It didn't seem to matter that they were also 2-3 in 1980, the year Al Davis made these Oakland Raiders the team of suspicion and the Super Bowl.

It also didn't seem to matter that their starting quarterback was replaced in an embarrassing fifth-game loss last year, too. When Dan Pastorini went down with a knee injury in that 1980 game, Jim Plunkett entered. But when reserve Marc Wilson entered in the fourth quarter today, the only thing hurting was Plunkett's offense.

So the Raiders endured a painful 17-0 loss today before 51,035 at the Oakland Coliseum.

This is the first time since 1961 that the Raiders have been shut out in consecutive games. They lost, 16-0, and gained a measley 133 total yards in Detroit last week. Today, the Oakland offense totaled 168 yards. For two weeks, their slogan, Pride and Poise, has been more like Pride and Poise and Pointless.

Now, the Raiders are looking down only on 1-4 Seattle in the AFC West. San Diego and Denver are 4-1. Even Kansas City is 3-2. Things have gotten that bad for the team that was the best in the National Football League 10 months ago.

Oakland Coach Tom Flores could only whisper, "zero points . . ." Then he shook his head and said, ". . . again."

Plunkett, who completed 13 of 20 for 115 yards with one interception, said of his game of gloom, "When Tom (Flores) told me he was putting Marc (Wilson) in, I didn't blame him. I wasn't particularly surprised. I didn't move the ball."

Wilson, who completed one of eight for eight yards and had one interception, said, "I wasn't that nervous."

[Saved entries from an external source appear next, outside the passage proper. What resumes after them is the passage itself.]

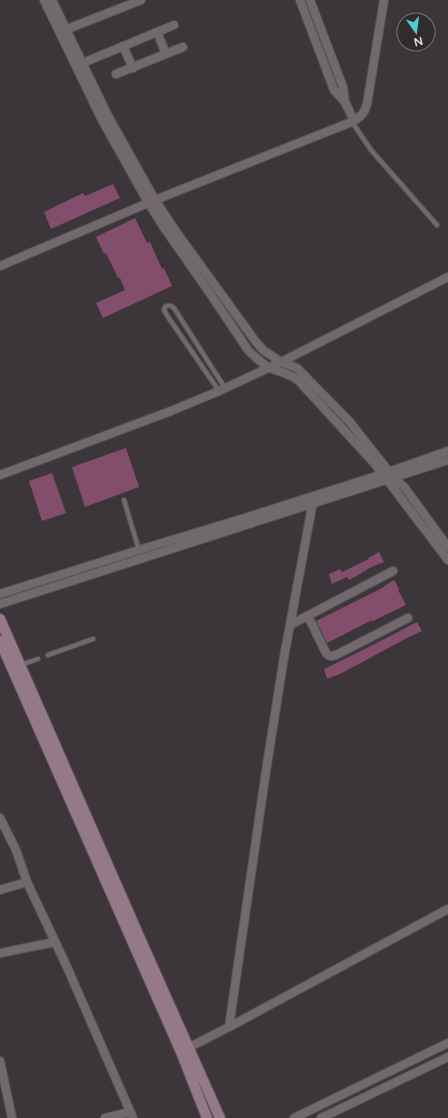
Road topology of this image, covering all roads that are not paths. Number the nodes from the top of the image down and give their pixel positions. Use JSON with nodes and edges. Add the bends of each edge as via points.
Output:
{"nodes":[{"id":1,"x":44,"y":0,"type":"edge"},
{"id":2,"x":52,"y":0,"type":"edge"},
{"id":3,"x":141,"y":0,"type":"edge"},
{"id":4,"x":300,"y":0,"type":"edge"},
{"id":5,"x":310,"y":0,"type":"edge"},
{"id":6,"x":384,"y":0,"type":"edge"},
{"id":7,"x":174,"y":25,"type":"dead end"},
{"id":8,"x":65,"y":30,"type":"junction"},
{"id":9,"x":157,"y":32,"type":"junction"},
{"id":10,"x":123,"y":46,"type":"junction"},
{"id":11,"x":183,"y":47,"type":"dead end"},
{"id":12,"x":166,"y":54,"type":"junction"},
{"id":13,"x":79,"y":65,"type":"junction"},
{"id":14,"x":133,"y":68,"type":"junction"},
{"id":15,"x":116,"y":74,"type":"dead end"},
{"id":16,"x":345,"y":102,"type":"junction"},
{"id":17,"x":353,"y":122,"type":"junction"},
{"id":18,"x":151,"y":201,"type":"junction"},
{"id":19,"x":437,"y":225,"type":"dead end"},
{"id":20,"x":0,"y":266,"type":"edge"},
{"id":21,"x":448,"y":277,"type":"edge"},
{"id":22,"x":281,"y":362,"type":"junction"},
{"id":23,"x":269,"y":367,"type":"junction"},
{"id":24,"x":222,"y":390,"type":"junction"},
{"id":25,"x":448,"y":451,"type":"edge"},
{"id":26,"x":448,"y":460,"type":"edge"},
{"id":27,"x":0,"y":475,"type":"edge"},
{"id":28,"x":389,"y":476,"type":"junction"},
{"id":29,"x":124,"y":500,"type":"dead end"},
{"id":30,"x":313,"y":500,"type":"junction"},
{"id":31,"x":448,"y":547,"type":"edge"},
{"id":32,"x":139,"y":550,"type":"junction"},
{"id":33,"x":448,"y":560,"type":"edge"},
{"id":34,"x":393,"y":571,"type":"dead end"},
{"id":35,"x":0,"y":594,"type":"edge"},
{"id":36,"x":0,"y":604,"type":"edge"},
{"id":37,"x":308,"y":616,"type":"junction"},
{"id":38,"x":408,"y":618,"type":"dead end"},
{"id":39,"x":0,"y":619,"type":"edge"},
{"id":40,"x":290,"y":625,"type":"junction"},
{"id":41,"x":93,"y":639,"type":"dead end"},
{"id":42,"x":0,"y":641,"type":"edge"},
{"id":43,"x":48,"y":655,"type":"dead end"},
{"id":44,"x":38,"y":658,"type":"dead end"},
{"id":45,"x":20,"y":665,"type":"junction"},
{"id":46,"x":0,"y":818,"type":"edge"},
{"id":47,"x":27,"y":882,"type":"junction"},
{"id":48,"x":0,"y":887,"type":"edge"},
{"id":49,"x":0,"y":890,"type":"edge"},
{"id":50,"x":448,"y":909,"type":"edge"},
{"id":51,"x":55,"y":942,"type":"junction"},
{"id":52,"x":0,"y":953,"type":"edge"},
{"id":53,"x":229,"y":1027,"type":"junction"},
{"id":54,"x":448,"y":1043,"type":"edge"},
{"id":55,"x":185,"y":1050,"type":"junction"},
{"id":56,"x":448,"y":1057,"type":"edge"},
{"id":57,"x":0,"y":1061,"type":"edge"},
{"id":58,"x":131,"y":1115,"type":"edge"},
{"id":59,"x":12,"y":1118,"type":"edge"},
{"id":60,"x":105,"y":1118,"type":"edge"},
{"id":61,"x":208,"y":1118,"type":"edge"},
{"id":62,"x":220,"y":1118,"type":"edge"},
{"id":63,"x":294,"y":1118,"type":"edge"},
{"id":64,"x":321,"y":1118,"type":"edge"}],
"edges":[{"from":1,"to":13,"type":"street"},
{"from":2,"to":8,"type":"street"},
{"from":3,"to":8,"type":"street"},
{"from":4,"to":16,"type":"street","via":[[334,90]]},
{"from":5,"to":16,"type":"street","via":[[343,86]]},
{"from":6,"to":17,"type":"street","via":[[368,104],[362,116]]},
{"from":7,"to":9,"type":"street"},
{"from":8,"to":13,"type":"street"},
{"from":9,"to":10,"type":"street"},
{"from":9,"to":12,"type":"street"},
{"from":10,"to":13,"type":"street"},
{"from":10,"to":14,"type":"street"},
{"from":11,"to":12,"type":"street"},
{"from":12,"to":14,"type":"street"},
{"from":13,"to":18,"type":"street","via":[[102,120]]},
{"from":14,"to":15,"type":"street"},
{"from":16,"to":17,"type":"street"},
{"from":17,"to":18,"type":"street"},
{"from":17,"to":19,"type":"lane","via":[[371,150]]},
{"from":18,"to":20,"type":"street"},
{"from":18,"to":22,"type":"street","via":[[256,342]]},
{"from":18,"to":23,"type":"street","via":[[165,229],[248,350]]},
{"from":21,"to":22,"type":"street"},
{"from":22,"to":23,"type":"street"},
{"from":22,"to":28,"type":"street","via":[[297,368],[349,421]]},
{"from":23,"to":24,"type":"street"},
{"from":23,"to":28,"type":"street","via":[[287,373],[299,381]]},
{"from":24,"to":24,"type":"lane","via":[[166,314],[165,306],[174,308]]},
{"from":24,"to":27,"type":"street"},
{"from":25,"to":28,"type":"street"},
{"from":26,"to":28,"type":"street"},
{"from":28,"to":30,"type":"street"},
{"from":28,"to":31,"type":"street","via":[[405,488]]},
{"from":28,"to":33,"type":"street"},
{"from":29,"to":32,"type":"lane"},
{"from":30,"to":32,"type":"street"},
{"from":30,"to":36,"type":"street"},
{"from":30,"to":40,"type":"street"},
{"from":32,"to":35,"type":"street"},
{"from":34,"to":37,"type":"street"},
{"from":37,"to":38,"type":"street","via":[[326,653],[331,656]]},
{"from":37,"to":40,"type":"street"},
{"from":39,"to":45,"type":"main road"},
{"from":40,"to":53,"type":"street"},
{"from":41,"to":43,"type":"lane"},
{"from":42,"to":55,"type":"main road"},
{"from":44,"to":45,"type":"lane"},
{"from":45,"to":55,"type":"main road"},
{"from":46,"to":47,"type":"street","via":[[16,850]]},
{"from":47,"to":49,"type":"street"},
{"from":47,"to":51,"type":"street"},
{"from":48,"to":49,"type":"street"},
{"from":50,"to":53,"type":"street"},
{"from":51,"to":52,"type":"street"},
{"from":51,"to":58,"type":"street"},
{"from":53,"to":55,"type":"street"},
{"from":54,"to":63,"type":"street"},
{"from":55,"to":61,"type":"main road"},
{"from":55,"to":62,"type":"main road"},
{"from":56,"to":64,"type":"street"},
{"from":57,"to":59,"type":"street"},
{"from":58,"to":60,"type":"street"}]}
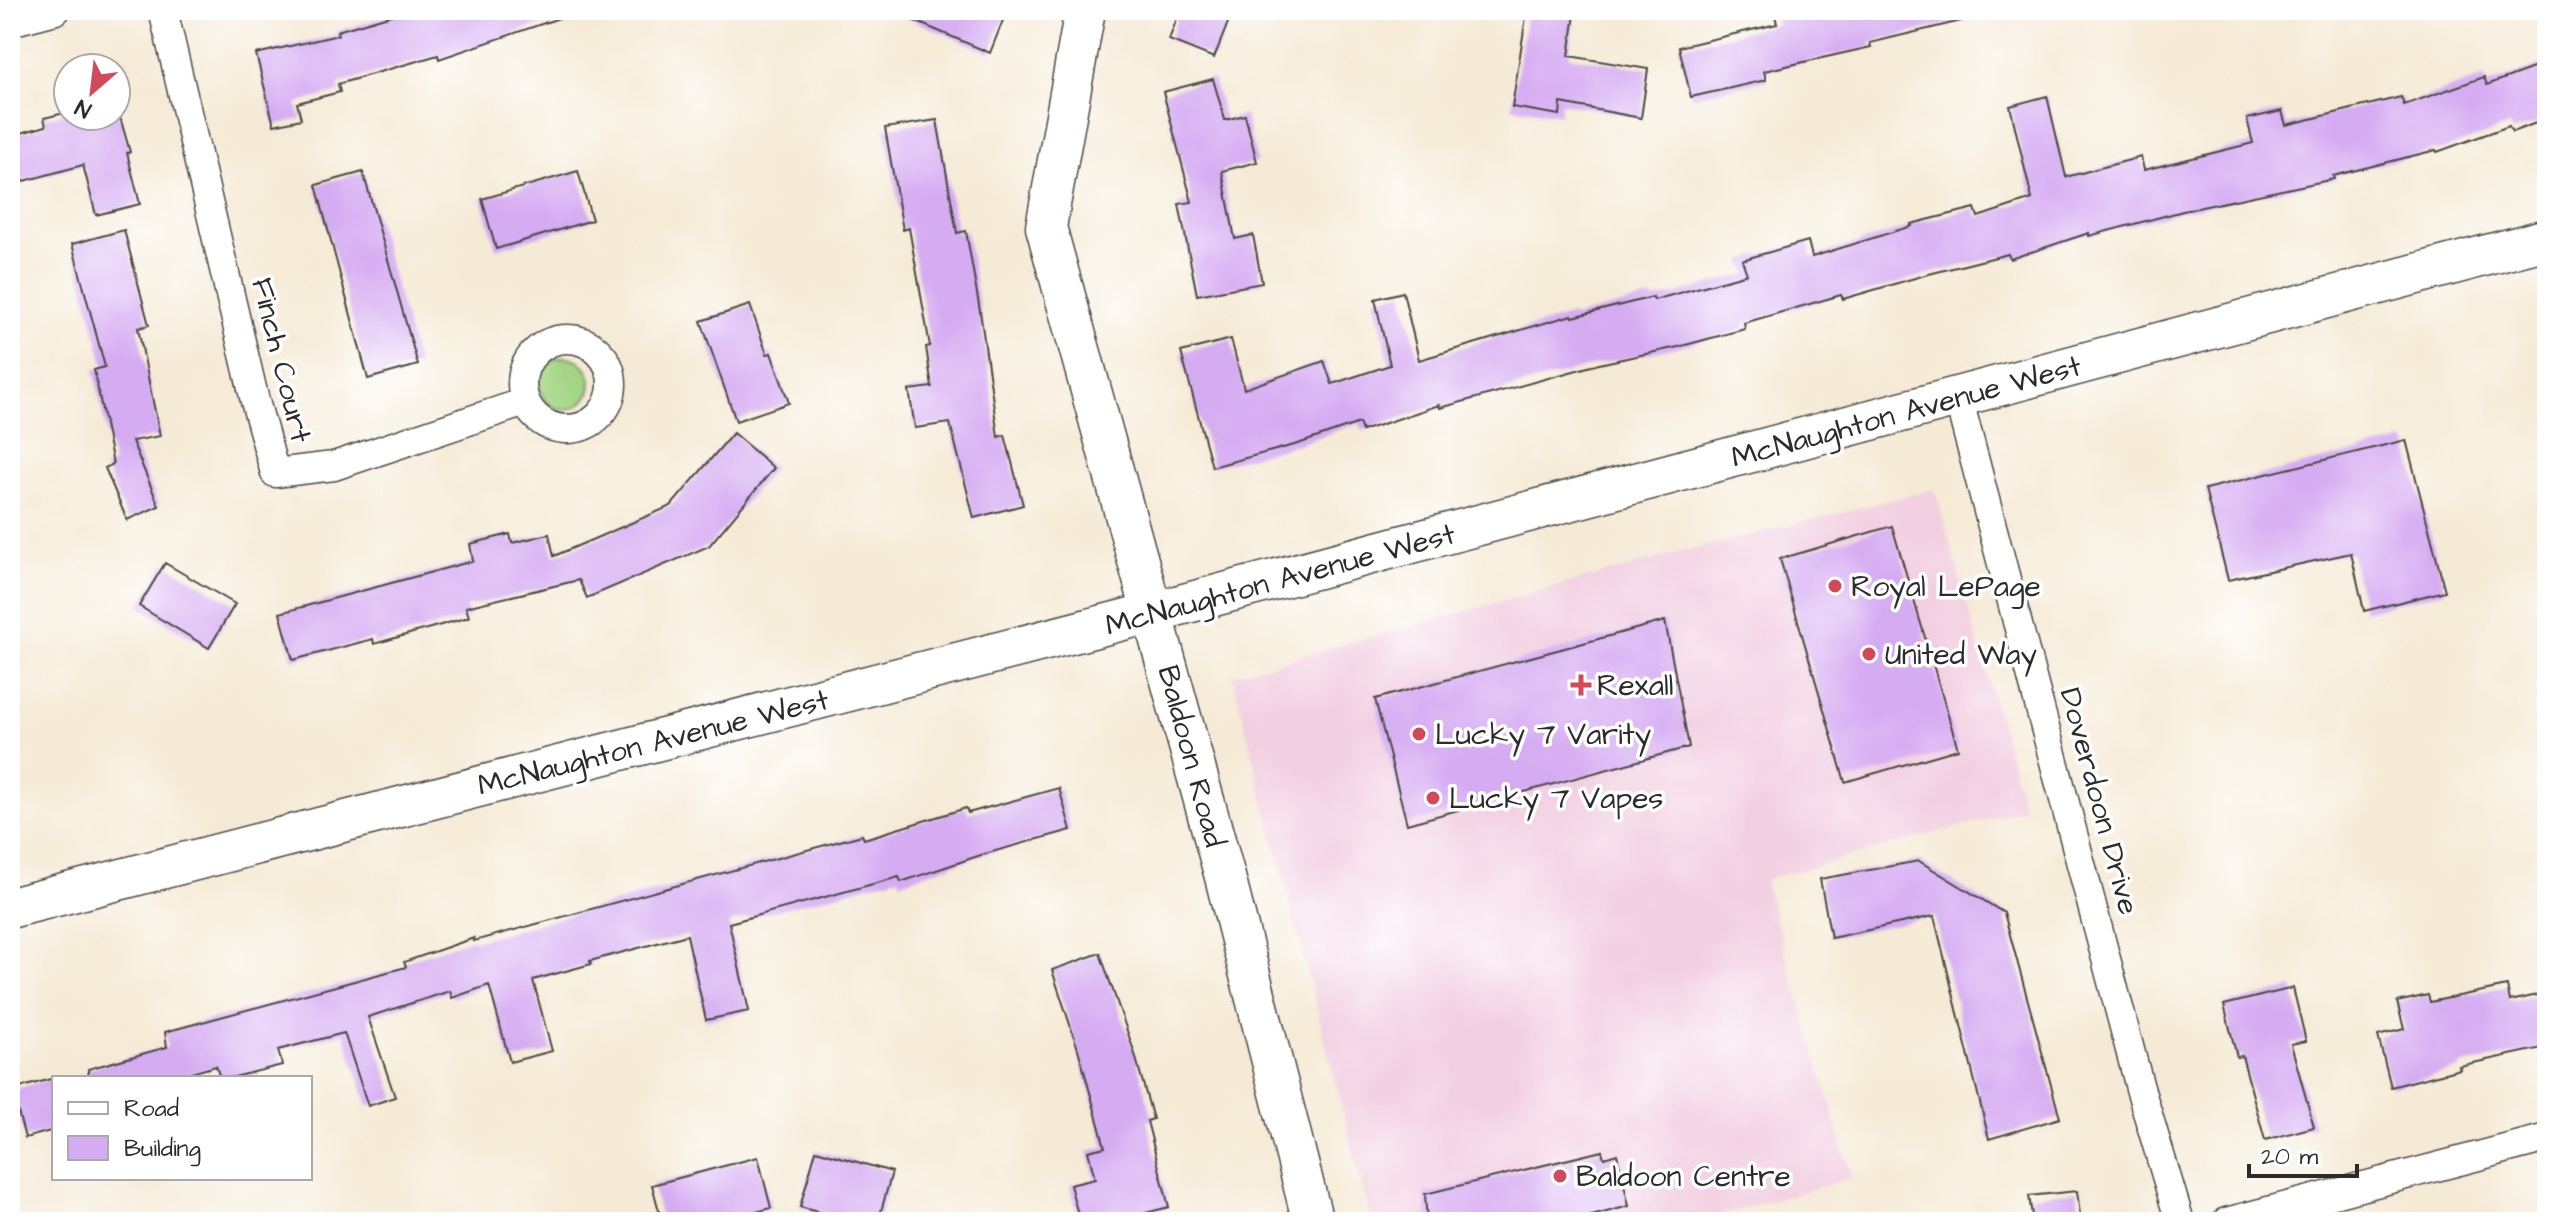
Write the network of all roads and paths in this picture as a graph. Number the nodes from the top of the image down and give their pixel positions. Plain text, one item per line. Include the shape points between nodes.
1 (56, 10) edge
2 (163, 10) edge
3 (1085, 10) edge
4 (10, 22) edge
5 (2547, 239) edge
6 (1958, 397) junction
7 (525, 402) dead end
8 (1154, 612) junction
9 (10, 908) edge
10 (2547, 1138) edge
11 (1313, 1222) edge
12 (2180, 1222) edge
13 (2226, 1222) edge

1 - 4 street
2 - 7 street, Finch Court via 275,473 334,466
3 - 8 main road, Baldoon Road via 1046,227
5 - 6 main road, McNaughton Avenue West
6 - 8 main road, McNaughton Avenue West
6 - 12 street, Doverdoon Drive via 2136,1074
8 - 9 main road, McNaughton Avenue West
8 - 11 main road, Baldoon Road
10 - 13 street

Perhaps the rest of the AFC West should be. Denver has now beaten Oakland twice (9-7 in the NFL opener in Denver) for the first time in three years. And last week Denver beat Dan Fouts and San Diego, 42-24, at home.

What are the Broncos doing in this division race, anyway?

"For this team, this was even bigger than last week. We know now that we can win outside of Mile High Stadium, too," said Denver Coach Dan Reeves, the former Dallas Cowboy player and coach.

Craig Morton, now in his 17th season, completed nine of 16 for 117 yards. He was surely not as brilliant today as he was last week when he unplugged the Chargers, completing 17 of 18 for 308 yards and four touchdowns.

But he did direct the Broncos' two long scoring drives, which was two more than Oakland had. The Broncos, who netted 252 total yards, drove 55 yards in nine plays midway through the second quarter. Dave Preston's four-yard touchdown run finished off the drive and was the only score of the first half.

Then in the third quarter, Morton directed the second scoring drive. But first the Raiders, who would fumble seven times and lose four of them in this game, helped their guests out.

Ira Matthews fumbled Luke Prestridge's punt on the Oakland 10-yard line and Denver's Dennis Smith recovered. Three plays and no yardage gained later, Fred Steinfort kicked a 31-yard field goal. So with 11 minutes left in the third quarter, it was Denver 10-0.

Matthews fumbled three times in the game, two of which were lost to the Broncos.

Morton led the other scoring drive a few minutes after that field goal. After safety Billy Thompson intercepted a Plunkett pass on the Denver 26, the Broncos went 74 yards in six plays. Ricky Parros, who ran for a game-high 73 yards on 18 carries, ran 20 yards for a 17-0 lead.

The Denver defense, which last week had a first half shutout over San Diego, a team prone to scoring, seemed to be as easy to move around today as the Rocky Mountains.

"We do seem to get to the quarterback alot," said defensive end Rulon Jones, who had two of the three sacks of Plunkett. "We have a great confidence in ourselves. San Diego is a little more explosive than Oakland, but today wasn't any easier."

In the Raider locker room, Art Shell and Gene Upshaw, with a combined 29 years of NFL knocks and knowledge, tried to figure out why the Raiders have become the Raided.

"We can't panic now. That would be the worse thing we could do. Then we will start making more mistakes," said Shell, 36 and in his 14th season.

Upshaw was more perturbed. He was quiet, which for Gene Upshaw, who has become the Raiders' team spokesman by rights of having played 207 games in a row, is most unusual.

But the Raiders losing is somewhat unusual, too.

"We are tight. Yeah, we're making mistakes," said Upshaw, 36. "I understand how it is and I always say it, but I've been talking too much lately. I feel numb. We were prepared for this game. I would rather not talk."

Then, Gene Upshaw said, "It wasn't a very pleasant feeling walking off the field today and hearing the boos."